Wie sehr das vom Orden seinerzeit verfügte Vergessen wirksam wurde, belegten die eingeladenen Referenten. Der Sozialphilosoph Prof. Johannes Heinrichs bekannte, dass er in den 1970er Jahren als Lehrstuhlinhaber an der Jesuitenhochschule St. Georgen, Frankfurt/Main, von seinem Ordensbruder und Professorenkollegen Kleinhappl nichts wusste. Erst 1995 wurde er auf den inzwischen veröffentlichten wissenschaftlichen Nachlass Kleinhappls aufmerksam gemacht.
“Bereits beim flüchtigen Durchblättern hatte ich das Gefühl von Sensation, und dieser Eindruck steigerte sich bei der
Lektüre”, berichtete Heinrichs. Ihn, den durch seinen (freiwilligen) Ordens- und späteren Kirchenaustritt in Missfallen geratenen Ex-Jesuiten, hatten die Veranstalter als weiteres Versöhnungszeichen zum Hauptreferat gebeten.
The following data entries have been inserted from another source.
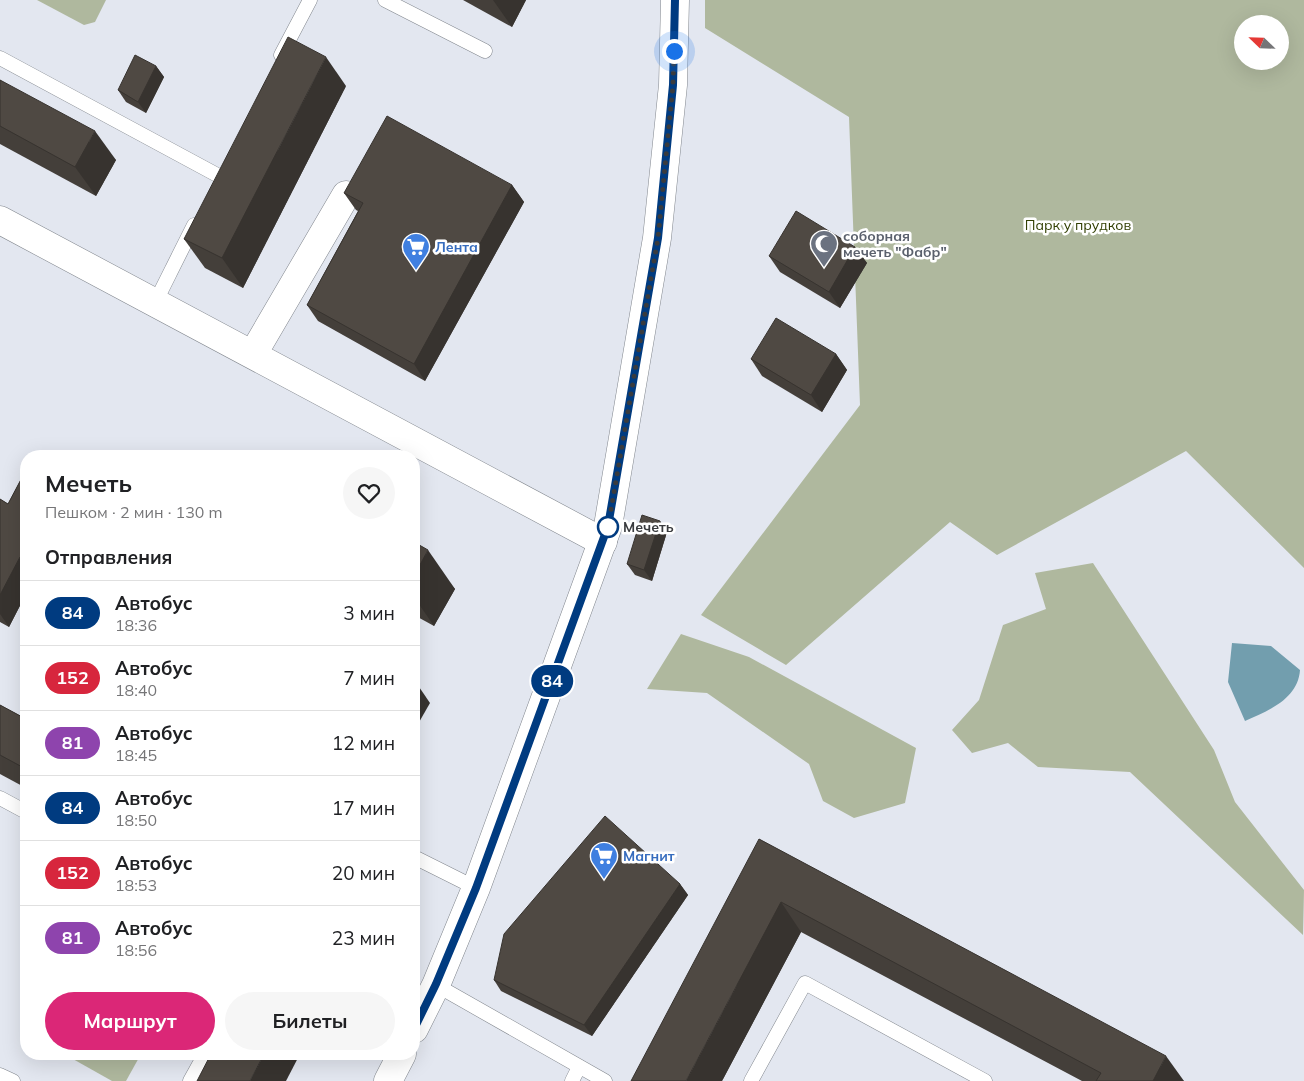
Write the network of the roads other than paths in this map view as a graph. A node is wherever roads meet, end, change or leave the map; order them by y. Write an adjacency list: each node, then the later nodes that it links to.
1 (310, 0): 6 (lane)
2 (386, 0): 4 (lane)
3 (675, 0): 13 (street)
4 (485, 51)
5 (0, 58): 7 (lane)
6 (274, 70)
7 (219, 176)
8 (346, 195): 12 (street)
9 (201, 212): 11 (lane)
10 (0, 220): 11 (street)
11 (155, 303): 12 (street)
12 (252, 354): 13 (street)
13 (603, 542): 17 (street)
14 (0, 798): 15 (lane)
15 (20, 809)
16 (420, 859): 17 (lane)
17 (476, 888): 18 (street)
18 (436, 984): 19 (street); 22 (lane)
19 (420, 1017)
20 (202, 1060): 25 (lane)
21 (399, 1060): 26 (street)
22 (579, 1067): 27 (lane); 28 (lane)
23 (0, 1075): 24 (lane)
24 (13, 1081)
25 (190, 1081)
26 (388, 1081)
27 (572, 1081)
28 (605, 1081)
29 (751, 1081): 30 (lane)
30 (985, 1081)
Auch Prof. Wolfgang Palaver wusste nach eigenem Bekunden bis zur Einladung zum Symposium nicht mehr als dass ein Prof.
Kleinhappl ehedem als einer seiner Vorgänger an der Innsbrucker Fakultät lehrte.
Am Ende der Veranstaltung wies der Provinzial P. Gernot Wisser SJ ausdrücklich darauf hin, dass dieses Symposium
allein nicht zur Rehabilitierung des geächteten Mitbruders reiche.
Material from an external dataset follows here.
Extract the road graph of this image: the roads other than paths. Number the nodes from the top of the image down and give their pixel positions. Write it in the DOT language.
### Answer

Entscheidend sei die Bereitschaft, dessen wissenschaftliches Erbe für die aktuellen Diskussionen um soziale und
wirtschaftliche Ordnungen auszuarbeiten und zu nutzen.
Prof. Johannes Kleinhappls Nachlass in Essays, Analysen und Fragmenten ist nicht nur umfangreich (5 Studienbände),
sondern eine Fundgrube für eine zukunftsweisende Sozialethik.
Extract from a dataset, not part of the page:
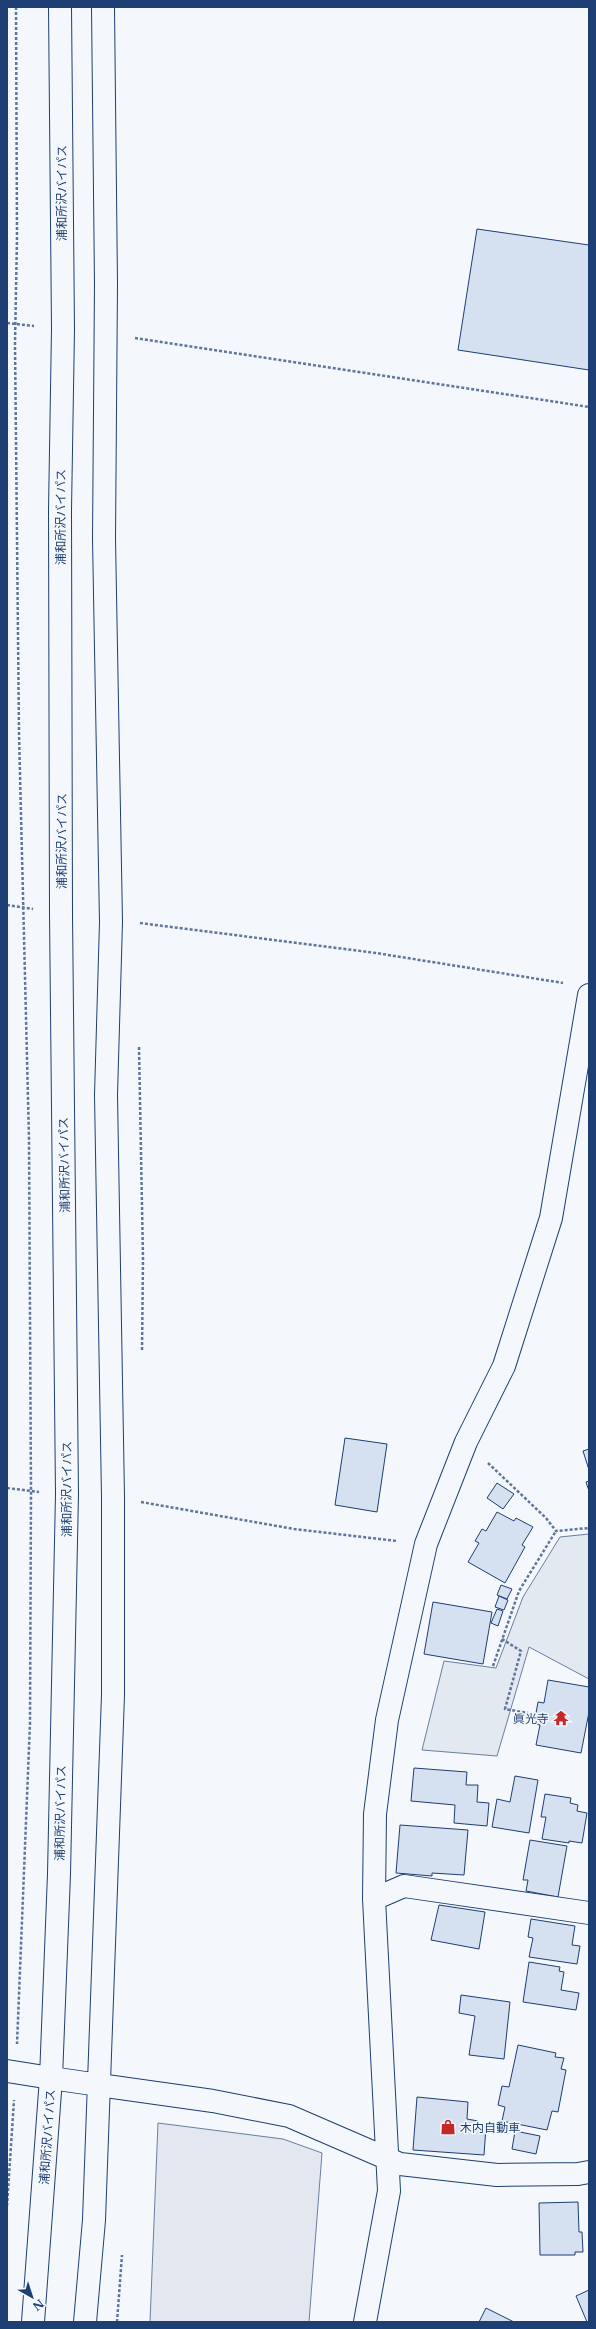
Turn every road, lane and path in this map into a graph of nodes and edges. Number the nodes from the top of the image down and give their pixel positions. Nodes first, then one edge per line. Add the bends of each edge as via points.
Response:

Dabei hilft seine klare Sprache: tief durchdachte, schnörkellose Begriffe geben Orientierung im Tohuwabohu
pseudoethischer Sprechblasen.
Während sich sein Mitbruder von Nell-Breuning als Jurist und Volkswirt der geschichtlichen Realität des Kapitalismus beugt, lässt der Moraltheologe Kleinhappl die Macht des Faktischen hinter sich, um nach dem grundlegenden Dürfen und Sollen im sozialen Miteinander der Menschen zu fragen.
Erst langsam schält sich heraus, welche Chancen der Jesuitenorden verworfen hat, als er den Innsbrucker Ordinarius
mobbte, statt den wissenschaftlichen Disput zwischen den Gelehrten zu fördern.